Paynes Blue Gray PB60, PBk6
Aussie Red Gold PY83, PR101, PV19
Raw Sienna Light PY42
Burnt Sienna Light PR101, PO48
Quinacridone Lilac PR122
Wisteria PW6, PR122
Rose Madder Permanent PR209, PV19, PR202
I use good watercolour paper for my test strips so that when I use a pigment in a work it should react the same as in my testing.
Each strip has 10 rectangles.Values:
7 are used for a value scale so I can see the colour in its full strength, grading right down to the lightest value being just the white of the paper.

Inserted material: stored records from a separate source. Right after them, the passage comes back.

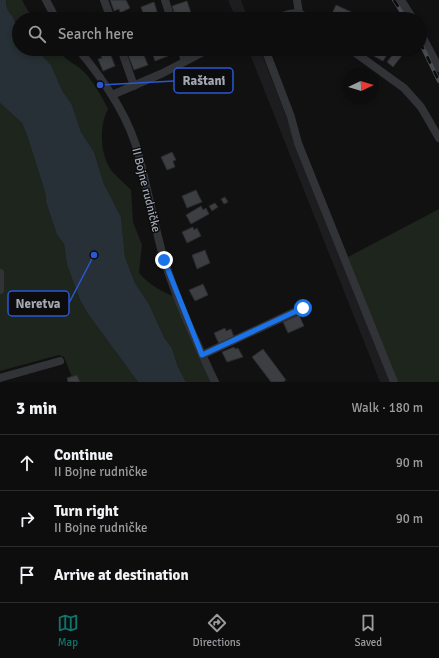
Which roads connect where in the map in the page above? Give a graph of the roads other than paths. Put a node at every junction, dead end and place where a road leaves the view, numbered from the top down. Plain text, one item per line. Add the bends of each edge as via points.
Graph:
1 (46, 0) edge
2 (104, 0) edge
3 (165, 0) edge
4 (297, 0) edge
5 (401, 0) edge
6 (52, 12) edge
7 (108, 12) edge
8 (169, 12) edge
9 (299, 12) edge
10 (409, 12) edge
11 (427, 45) edge
12 (83, 56) edge
13 (123, 56) edge
14 (183, 56) edge
15 (195, 56) edge
16 (268, 56) edge
17 (360, 56) edge
18 (185, 61) junction
19 (439, 68) edge
20 (134, 86) junction
21 (112, 95) junction
22 (439, 138) edge
23 (0, 273) edge
24 (0, 290) edge
25 (303, 308) dead end
26 (202, 355) junction
27 (60, 361) dead end
28 (0, 378) edge
29 (215, 382) edge
30 (394, 382) edge

1 - 6 street
2 - 7 street
3 - 8 street
4 - 9 street
5 - 10 street
11 - 19 street
12 - 21 street, II Bojne rudničke
13 - 20 street
14 - 18 street
15 - 18 street
16 - 30 street via 298,143
17 - 22 street via 404,88 421,107
18 - 20 street
20 - 21 street
21 - 26 street, II Bojne rudničke via 127,123 139,155 164,260
23 - 24 street
25 - 26 street
26 - 29 street, II Bojne rudničke
27 - 28 street

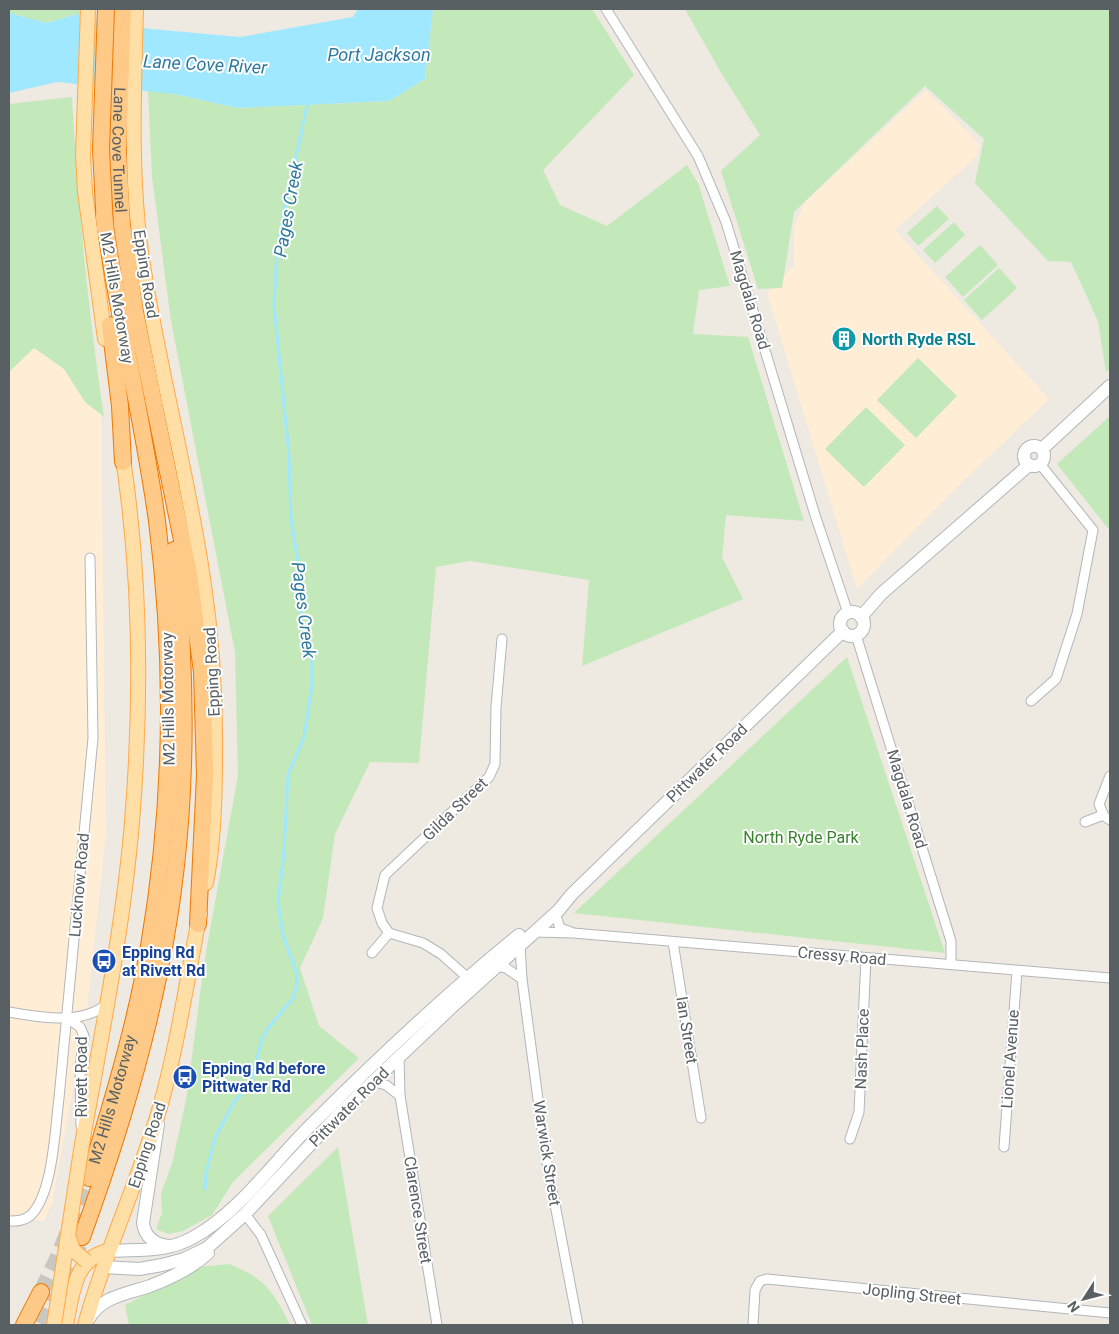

I add a waterproof black texture line on rectangle 8 so I can test in a heavy consistency how transparent the pigment is
Dry paint is lifted with a damp brush in rectangle 9 telling me how staining the pigment is
I use the last rectangle to add salt to the damp paint to see what effects it will make.
Conclusion for me:
1. I often find I have the same pigment under a different name by another manufacturer but this doesn't mean they behave the same when water is added. This time just two had the same pigment numbers as ones I already own.
** Aussie Red Gold PY83,PR101,PV19 same as Australian Red Gold by Art Spectrum
** Quinacridone Lilac PR122 same as Quinacridone Magenta by Winsor & Newton
2. I like how dark the Payne's Blue Gray is when almost straight out of the tube
3. The Burnt Sienna light didn't seem any different to the regular Burnt Sienna I use
4. The Wisteria was thought chalky in consistency seems quite transparent and is the same pigment as the Quin Lilac but with titanium white added
5. The most appealing colours meaning I will probably use them and not put them in the big box of wait my turn are the Wisteria, Rose Madder Permanent and the Quinacridone Lilac.